### [What needs to be done]
Look for the word "Bristol" in the entries and copy every line where it shows up.

### [Stored records]
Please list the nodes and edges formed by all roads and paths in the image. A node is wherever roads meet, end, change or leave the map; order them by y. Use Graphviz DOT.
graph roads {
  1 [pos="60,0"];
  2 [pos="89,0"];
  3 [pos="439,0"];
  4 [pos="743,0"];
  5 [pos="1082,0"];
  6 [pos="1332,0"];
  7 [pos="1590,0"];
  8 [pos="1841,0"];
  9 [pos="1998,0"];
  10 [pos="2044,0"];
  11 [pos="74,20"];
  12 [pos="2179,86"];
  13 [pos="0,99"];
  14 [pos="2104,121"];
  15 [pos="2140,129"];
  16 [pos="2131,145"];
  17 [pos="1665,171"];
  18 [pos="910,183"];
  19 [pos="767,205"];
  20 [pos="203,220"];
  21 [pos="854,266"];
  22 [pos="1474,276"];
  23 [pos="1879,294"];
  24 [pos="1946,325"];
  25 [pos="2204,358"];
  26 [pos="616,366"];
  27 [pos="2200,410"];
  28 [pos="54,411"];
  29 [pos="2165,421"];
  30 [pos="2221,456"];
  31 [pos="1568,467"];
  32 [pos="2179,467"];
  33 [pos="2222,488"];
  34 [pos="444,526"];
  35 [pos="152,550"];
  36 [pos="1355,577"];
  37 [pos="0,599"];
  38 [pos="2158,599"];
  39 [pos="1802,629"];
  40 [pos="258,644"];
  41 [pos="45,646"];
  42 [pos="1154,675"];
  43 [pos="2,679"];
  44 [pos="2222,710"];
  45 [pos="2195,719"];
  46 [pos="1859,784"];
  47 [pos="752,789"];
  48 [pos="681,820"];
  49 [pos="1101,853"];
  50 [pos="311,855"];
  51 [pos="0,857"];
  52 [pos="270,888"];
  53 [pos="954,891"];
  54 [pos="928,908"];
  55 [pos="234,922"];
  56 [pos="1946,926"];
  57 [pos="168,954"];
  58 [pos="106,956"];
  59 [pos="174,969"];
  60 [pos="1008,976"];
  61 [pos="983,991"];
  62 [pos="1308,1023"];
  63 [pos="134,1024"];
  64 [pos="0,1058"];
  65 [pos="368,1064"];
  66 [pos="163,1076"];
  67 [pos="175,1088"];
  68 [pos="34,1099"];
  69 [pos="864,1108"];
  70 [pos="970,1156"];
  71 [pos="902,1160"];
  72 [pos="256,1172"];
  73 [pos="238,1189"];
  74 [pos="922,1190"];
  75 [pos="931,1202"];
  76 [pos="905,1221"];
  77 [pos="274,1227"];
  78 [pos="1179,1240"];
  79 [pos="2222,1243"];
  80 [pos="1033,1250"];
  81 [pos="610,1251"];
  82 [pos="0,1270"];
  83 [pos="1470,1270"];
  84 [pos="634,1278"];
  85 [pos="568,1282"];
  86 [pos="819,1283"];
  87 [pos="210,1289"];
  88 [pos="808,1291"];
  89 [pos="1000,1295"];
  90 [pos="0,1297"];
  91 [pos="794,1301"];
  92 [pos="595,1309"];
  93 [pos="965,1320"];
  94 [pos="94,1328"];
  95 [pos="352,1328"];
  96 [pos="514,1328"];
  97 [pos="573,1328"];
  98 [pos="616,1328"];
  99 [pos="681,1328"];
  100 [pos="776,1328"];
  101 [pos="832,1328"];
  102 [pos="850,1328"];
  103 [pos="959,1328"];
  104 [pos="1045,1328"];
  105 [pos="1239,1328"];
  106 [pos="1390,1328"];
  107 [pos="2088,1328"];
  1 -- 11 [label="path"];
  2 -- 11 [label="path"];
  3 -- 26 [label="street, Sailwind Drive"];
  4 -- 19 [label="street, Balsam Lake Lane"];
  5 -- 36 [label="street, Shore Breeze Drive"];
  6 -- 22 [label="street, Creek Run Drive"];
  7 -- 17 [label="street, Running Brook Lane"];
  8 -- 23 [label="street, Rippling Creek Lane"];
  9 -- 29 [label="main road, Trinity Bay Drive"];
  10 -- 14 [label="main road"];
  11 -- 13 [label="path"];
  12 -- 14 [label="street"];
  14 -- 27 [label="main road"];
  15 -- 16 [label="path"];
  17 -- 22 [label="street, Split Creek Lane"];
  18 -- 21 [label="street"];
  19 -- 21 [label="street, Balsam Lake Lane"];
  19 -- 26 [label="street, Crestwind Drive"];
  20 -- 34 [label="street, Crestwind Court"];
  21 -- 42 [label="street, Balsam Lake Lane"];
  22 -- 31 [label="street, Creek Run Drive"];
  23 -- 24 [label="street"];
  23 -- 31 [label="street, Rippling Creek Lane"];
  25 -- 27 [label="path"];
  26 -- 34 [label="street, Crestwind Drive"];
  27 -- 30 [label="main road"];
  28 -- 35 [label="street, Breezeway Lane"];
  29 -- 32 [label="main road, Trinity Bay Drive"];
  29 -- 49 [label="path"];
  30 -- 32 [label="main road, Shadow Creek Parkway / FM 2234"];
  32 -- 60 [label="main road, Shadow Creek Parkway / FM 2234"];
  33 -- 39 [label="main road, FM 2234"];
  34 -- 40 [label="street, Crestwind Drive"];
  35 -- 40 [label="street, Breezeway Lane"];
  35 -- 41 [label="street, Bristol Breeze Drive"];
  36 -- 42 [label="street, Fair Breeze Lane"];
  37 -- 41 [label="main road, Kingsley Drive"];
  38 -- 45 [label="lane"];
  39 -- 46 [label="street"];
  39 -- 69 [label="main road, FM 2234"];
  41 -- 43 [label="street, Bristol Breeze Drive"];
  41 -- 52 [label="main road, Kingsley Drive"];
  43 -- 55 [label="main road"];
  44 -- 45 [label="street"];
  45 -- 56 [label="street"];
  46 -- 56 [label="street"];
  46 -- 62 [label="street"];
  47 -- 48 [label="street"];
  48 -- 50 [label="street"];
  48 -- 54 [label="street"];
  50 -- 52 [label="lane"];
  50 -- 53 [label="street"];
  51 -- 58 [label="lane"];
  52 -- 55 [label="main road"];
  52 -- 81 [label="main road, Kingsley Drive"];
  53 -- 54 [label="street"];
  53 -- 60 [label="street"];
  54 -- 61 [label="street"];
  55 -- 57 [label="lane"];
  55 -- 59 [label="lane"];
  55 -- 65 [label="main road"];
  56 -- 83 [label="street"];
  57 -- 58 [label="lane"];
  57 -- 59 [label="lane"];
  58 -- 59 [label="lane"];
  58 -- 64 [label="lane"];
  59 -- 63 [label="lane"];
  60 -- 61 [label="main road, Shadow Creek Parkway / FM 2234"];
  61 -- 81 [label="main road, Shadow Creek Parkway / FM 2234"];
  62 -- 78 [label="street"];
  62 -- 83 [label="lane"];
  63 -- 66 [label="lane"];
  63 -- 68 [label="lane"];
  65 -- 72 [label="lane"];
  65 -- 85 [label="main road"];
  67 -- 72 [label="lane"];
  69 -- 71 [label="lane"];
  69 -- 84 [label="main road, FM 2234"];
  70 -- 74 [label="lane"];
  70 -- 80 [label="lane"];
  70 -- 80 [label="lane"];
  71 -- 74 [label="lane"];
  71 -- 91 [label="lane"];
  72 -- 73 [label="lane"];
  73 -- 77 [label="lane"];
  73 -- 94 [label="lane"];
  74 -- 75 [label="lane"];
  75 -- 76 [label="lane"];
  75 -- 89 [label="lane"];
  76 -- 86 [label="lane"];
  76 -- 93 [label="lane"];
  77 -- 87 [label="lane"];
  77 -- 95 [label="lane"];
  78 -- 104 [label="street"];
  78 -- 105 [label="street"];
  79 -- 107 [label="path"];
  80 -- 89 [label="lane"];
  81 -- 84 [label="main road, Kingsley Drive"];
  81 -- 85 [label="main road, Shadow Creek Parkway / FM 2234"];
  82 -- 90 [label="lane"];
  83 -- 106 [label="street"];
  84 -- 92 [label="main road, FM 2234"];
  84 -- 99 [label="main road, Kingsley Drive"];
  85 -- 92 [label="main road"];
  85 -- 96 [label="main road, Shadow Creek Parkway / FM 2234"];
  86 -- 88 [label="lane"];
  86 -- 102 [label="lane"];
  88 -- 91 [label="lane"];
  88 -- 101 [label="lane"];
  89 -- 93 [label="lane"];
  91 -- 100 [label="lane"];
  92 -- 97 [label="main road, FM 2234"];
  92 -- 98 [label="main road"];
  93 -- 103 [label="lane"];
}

### [Solution below]
  35 -- 41 [label="street, Bristol Breeze Drive"];
  41 -- 43 [label="street, Bristol Breeze Drive"];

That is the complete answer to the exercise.